■ **STORED DATA**:
·····
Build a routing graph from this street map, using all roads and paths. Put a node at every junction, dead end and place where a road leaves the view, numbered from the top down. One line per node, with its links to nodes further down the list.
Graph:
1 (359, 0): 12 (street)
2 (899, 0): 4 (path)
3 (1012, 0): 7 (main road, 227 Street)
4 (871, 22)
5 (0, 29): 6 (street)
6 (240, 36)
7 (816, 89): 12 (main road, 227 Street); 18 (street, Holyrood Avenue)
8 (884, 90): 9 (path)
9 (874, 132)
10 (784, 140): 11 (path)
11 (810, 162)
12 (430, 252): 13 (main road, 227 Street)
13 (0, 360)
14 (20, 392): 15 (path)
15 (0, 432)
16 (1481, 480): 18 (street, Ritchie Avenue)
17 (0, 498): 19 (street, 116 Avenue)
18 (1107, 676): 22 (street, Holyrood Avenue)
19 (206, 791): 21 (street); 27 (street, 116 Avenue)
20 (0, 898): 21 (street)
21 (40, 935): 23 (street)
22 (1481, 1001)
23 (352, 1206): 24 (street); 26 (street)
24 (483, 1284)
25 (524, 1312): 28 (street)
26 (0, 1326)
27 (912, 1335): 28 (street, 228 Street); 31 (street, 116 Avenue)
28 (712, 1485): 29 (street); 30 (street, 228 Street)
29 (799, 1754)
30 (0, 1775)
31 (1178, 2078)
·····
■ **WORK TASK**:
Repeat the material above precisely.

■ **ANSWER FOR THIS EXERCISE**:
Build a routing graph from this street map, using all roads and paths. Put a node at every junction, dead end and place where a road leaves the view, numbered from the top down. One line per node, with its links to nodes further down the list.
Graph:
1 (359, 0): 12 (street)
2 (899, 0): 4 (path)
3 (1012, 0): 7 (main road, 227 Street)
4 (871, 22)
5 (0, 29): 6 (street)
6 (240, 36)
7 (816, 89): 12 (main road, 227 Street); 18 (street, Holyrood Avenue)
8 (884, 90): 9 (path)
9 (874, 132)
10 (784, 140): 11 (path)
11 (810, 162)
12 (430, 252): 13 (main road, 227 Street)
13 (0, 360)
14 (20, 392): 15 (path)
15 (0, 432)
16 (1481, 480): 18 (street, Ritchie Avenue)
17 (0, 498): 19 (street, 116 Avenue)
18 (1107, 676): 22 (street, Holyrood Avenue)
19 (206, 791): 21 (street); 27 (street, 116 Avenue)
20 (0, 898): 21 (street)
21 (40, 935): 23 (street)
22 (1481, 1001)
23 (352, 1206): 24 (street); 26 (street)
24 (483, 1284)
25 (524, 1312): 28 (street)
26 (0, 1326)
27 (912, 1335): 28 (street, 228 Street); 31 (street, 116 Avenue)
28 (712, 1485): 29 (street); 30 (street, 228 Street)
29 (799, 1754)
30 (0, 1775)
31 (1178, 2078)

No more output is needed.